» Required work
Would you please return the line containing "index tip: (417, 273)" and all the lines after it through the end of the records below, unchanged and on their own?

» Data extracts
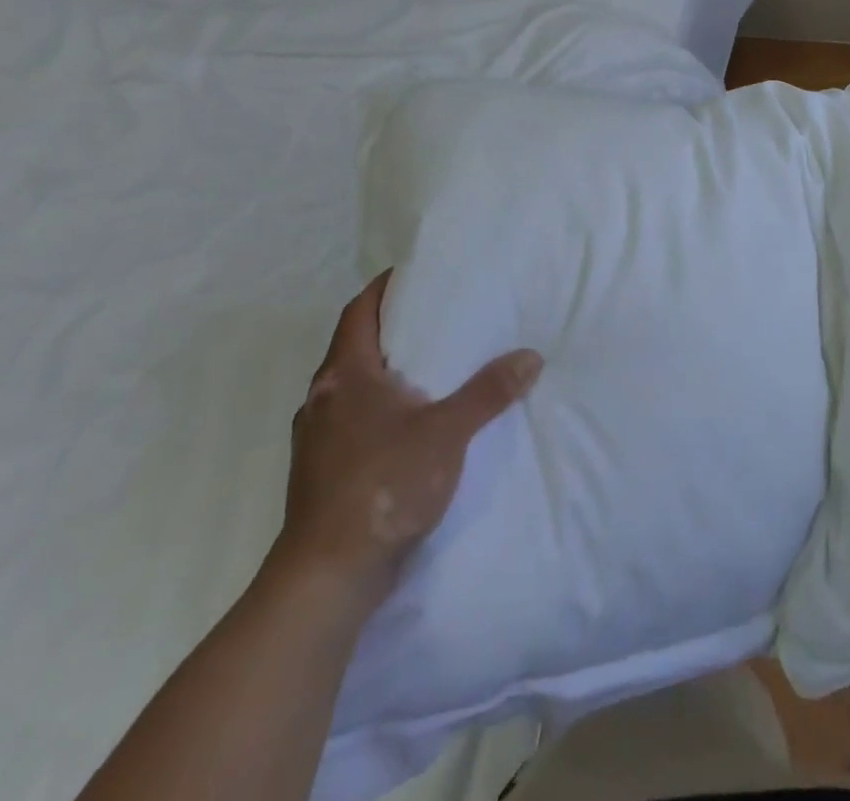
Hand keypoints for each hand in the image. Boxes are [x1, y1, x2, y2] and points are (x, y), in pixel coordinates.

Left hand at [275, 270, 542, 604]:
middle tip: (440, 315)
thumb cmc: (382, 485)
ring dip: (387, 371)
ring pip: (355, 387)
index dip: (384, 288)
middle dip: (393, 328)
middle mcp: (324, 399)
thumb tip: (531, 356)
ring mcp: (318, 438)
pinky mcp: (324, 471)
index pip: (359, 312)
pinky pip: (355, 420)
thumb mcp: (448, 432)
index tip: (417, 273)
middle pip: (356, 346)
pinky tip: (414, 421)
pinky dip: (382, 407)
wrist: (327, 577)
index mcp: (345, 376)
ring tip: (433, 365)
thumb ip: (489, 392)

» Solution to this problem
index tip: (417, 273)
middle pip: (356, 346)
pinky tip: (414, 421)
pinky dip: (382, 407)
wrist: (327, 577)
index mcp: (345, 376)
ring tip: (433, 365)
thumb ip: (489, 392)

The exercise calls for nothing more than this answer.